§ WHAT IS EXPECTED: Which lines in the data contain the word "dash"? Please copy each of them.

──────── SUPPLIED ENTRIES ────────

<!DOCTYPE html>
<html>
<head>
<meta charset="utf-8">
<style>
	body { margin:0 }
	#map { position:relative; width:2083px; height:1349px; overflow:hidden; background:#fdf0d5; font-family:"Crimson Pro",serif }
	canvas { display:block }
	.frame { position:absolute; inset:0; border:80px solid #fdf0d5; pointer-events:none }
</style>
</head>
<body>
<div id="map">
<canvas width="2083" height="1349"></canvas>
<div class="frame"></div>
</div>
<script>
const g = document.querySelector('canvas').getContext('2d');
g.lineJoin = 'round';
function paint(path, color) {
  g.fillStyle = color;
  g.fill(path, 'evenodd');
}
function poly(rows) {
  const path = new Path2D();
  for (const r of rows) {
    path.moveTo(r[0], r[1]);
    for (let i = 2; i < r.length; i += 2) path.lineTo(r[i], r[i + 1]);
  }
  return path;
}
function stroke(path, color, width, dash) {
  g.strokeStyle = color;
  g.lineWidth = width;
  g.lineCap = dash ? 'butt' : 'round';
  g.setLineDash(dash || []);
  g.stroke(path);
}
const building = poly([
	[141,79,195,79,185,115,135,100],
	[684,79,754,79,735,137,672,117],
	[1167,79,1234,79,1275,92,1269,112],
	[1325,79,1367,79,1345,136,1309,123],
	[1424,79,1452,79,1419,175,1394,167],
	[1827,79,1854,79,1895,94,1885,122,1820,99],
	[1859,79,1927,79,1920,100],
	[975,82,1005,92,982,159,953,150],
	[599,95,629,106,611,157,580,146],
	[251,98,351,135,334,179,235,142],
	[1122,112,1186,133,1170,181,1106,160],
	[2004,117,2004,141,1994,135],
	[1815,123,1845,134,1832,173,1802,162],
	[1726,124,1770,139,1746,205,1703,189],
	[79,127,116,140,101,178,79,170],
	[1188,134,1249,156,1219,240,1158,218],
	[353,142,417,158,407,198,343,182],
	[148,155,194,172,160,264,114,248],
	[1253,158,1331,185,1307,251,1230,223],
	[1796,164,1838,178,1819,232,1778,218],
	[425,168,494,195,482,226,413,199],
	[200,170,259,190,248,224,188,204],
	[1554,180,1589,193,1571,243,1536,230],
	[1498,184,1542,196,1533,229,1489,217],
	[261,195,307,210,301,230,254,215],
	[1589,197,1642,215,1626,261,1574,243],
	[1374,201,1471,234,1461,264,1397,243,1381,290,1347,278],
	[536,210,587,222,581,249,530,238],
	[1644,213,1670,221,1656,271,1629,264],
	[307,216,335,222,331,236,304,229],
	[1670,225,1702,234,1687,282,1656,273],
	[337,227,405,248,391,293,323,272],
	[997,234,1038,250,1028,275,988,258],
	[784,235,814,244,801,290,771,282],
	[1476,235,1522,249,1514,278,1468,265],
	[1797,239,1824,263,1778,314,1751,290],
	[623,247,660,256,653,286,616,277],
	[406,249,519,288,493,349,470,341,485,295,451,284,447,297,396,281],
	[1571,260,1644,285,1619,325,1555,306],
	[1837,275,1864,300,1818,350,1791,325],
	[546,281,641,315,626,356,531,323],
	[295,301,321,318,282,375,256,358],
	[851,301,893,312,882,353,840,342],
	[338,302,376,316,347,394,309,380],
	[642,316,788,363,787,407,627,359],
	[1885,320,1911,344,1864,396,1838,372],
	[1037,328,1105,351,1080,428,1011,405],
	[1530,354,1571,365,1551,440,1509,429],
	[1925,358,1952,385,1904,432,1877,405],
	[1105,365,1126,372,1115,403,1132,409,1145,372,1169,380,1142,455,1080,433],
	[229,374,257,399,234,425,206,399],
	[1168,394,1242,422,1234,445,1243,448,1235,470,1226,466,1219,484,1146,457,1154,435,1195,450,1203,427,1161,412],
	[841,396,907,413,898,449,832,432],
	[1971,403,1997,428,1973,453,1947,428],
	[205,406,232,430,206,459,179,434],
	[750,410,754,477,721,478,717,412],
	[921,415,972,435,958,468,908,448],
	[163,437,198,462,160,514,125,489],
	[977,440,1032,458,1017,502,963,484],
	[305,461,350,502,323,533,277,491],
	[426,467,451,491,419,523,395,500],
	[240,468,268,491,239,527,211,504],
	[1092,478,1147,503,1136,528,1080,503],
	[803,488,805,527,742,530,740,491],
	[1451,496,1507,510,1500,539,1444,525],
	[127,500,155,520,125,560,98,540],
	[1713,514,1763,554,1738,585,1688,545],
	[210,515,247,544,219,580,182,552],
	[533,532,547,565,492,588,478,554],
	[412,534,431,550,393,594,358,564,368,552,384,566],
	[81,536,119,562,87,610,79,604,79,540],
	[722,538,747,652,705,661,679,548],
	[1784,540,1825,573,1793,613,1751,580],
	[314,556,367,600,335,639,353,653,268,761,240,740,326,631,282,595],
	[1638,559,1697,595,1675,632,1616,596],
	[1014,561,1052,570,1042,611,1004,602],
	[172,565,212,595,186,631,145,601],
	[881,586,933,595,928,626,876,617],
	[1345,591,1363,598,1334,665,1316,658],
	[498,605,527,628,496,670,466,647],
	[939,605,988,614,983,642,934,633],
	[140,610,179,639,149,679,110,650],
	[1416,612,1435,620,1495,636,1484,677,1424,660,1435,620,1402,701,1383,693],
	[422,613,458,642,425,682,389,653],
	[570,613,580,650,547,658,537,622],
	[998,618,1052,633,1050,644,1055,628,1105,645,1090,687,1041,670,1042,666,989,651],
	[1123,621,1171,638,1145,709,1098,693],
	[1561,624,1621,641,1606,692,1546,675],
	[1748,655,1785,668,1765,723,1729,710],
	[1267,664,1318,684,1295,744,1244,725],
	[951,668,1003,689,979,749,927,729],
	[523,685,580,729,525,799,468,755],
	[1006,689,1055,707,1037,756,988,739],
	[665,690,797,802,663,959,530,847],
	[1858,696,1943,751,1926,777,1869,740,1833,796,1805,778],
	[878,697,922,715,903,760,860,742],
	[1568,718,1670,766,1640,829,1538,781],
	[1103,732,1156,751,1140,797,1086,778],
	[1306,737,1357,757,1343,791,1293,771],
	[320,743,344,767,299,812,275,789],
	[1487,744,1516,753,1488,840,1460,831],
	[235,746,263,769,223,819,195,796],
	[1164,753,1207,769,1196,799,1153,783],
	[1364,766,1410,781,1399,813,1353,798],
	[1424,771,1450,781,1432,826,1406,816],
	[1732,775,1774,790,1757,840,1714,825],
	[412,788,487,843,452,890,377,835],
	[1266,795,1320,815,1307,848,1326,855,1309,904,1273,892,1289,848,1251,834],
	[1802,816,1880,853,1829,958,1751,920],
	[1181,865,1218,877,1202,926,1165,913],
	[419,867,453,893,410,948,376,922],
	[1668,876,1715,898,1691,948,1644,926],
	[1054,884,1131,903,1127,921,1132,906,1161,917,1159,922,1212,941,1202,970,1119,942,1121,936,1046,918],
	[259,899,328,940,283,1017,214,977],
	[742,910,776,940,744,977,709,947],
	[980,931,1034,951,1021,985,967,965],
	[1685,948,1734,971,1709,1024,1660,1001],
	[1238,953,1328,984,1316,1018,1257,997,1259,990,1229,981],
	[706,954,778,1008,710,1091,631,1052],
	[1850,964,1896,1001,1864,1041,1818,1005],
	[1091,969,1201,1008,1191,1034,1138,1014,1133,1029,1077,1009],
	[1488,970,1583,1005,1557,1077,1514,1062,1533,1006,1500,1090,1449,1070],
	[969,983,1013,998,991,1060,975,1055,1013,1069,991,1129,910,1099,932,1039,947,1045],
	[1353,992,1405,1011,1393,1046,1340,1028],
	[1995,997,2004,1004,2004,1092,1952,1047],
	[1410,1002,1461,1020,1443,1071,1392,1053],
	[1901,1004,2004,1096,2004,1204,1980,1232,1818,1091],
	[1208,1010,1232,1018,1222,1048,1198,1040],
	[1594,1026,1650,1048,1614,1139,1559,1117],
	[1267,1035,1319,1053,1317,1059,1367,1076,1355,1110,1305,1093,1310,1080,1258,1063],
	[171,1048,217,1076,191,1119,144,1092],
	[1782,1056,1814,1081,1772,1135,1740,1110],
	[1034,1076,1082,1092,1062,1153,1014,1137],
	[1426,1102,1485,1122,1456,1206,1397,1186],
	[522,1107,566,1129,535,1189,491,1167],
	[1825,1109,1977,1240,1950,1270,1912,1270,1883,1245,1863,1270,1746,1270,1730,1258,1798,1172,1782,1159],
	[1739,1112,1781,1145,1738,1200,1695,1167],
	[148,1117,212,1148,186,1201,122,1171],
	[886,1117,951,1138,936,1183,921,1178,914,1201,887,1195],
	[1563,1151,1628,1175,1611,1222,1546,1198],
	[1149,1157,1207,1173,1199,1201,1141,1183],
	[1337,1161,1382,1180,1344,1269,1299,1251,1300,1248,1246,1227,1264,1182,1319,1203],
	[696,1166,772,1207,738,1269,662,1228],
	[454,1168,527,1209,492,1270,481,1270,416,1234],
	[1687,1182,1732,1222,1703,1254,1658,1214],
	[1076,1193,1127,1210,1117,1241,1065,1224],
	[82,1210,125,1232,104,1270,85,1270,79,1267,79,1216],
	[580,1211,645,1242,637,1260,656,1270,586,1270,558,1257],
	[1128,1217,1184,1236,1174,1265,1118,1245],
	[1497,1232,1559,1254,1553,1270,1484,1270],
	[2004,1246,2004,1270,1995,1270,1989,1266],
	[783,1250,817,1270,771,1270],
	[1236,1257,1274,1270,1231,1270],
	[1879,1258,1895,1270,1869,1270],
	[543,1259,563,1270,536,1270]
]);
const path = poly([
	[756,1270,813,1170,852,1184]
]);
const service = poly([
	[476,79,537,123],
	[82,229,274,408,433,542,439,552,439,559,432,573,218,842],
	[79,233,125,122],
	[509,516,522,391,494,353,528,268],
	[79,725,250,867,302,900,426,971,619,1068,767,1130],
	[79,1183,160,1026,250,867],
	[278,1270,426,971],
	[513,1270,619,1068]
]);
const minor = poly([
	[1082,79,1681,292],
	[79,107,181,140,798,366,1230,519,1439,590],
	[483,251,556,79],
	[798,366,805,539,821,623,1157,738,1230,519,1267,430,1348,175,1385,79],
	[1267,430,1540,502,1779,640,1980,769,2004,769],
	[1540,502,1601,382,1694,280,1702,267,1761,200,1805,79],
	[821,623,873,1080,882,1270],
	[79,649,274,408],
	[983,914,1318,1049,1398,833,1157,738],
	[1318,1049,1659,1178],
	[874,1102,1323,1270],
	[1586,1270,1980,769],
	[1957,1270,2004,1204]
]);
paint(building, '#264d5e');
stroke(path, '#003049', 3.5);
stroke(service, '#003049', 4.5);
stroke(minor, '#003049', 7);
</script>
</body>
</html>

────────

§ YOUR SOLUTION:
function stroke(path, color, width, dash) {
  g.lineCap = dash ? 'butt' : 'round';
  g.setLineDash(dash || []);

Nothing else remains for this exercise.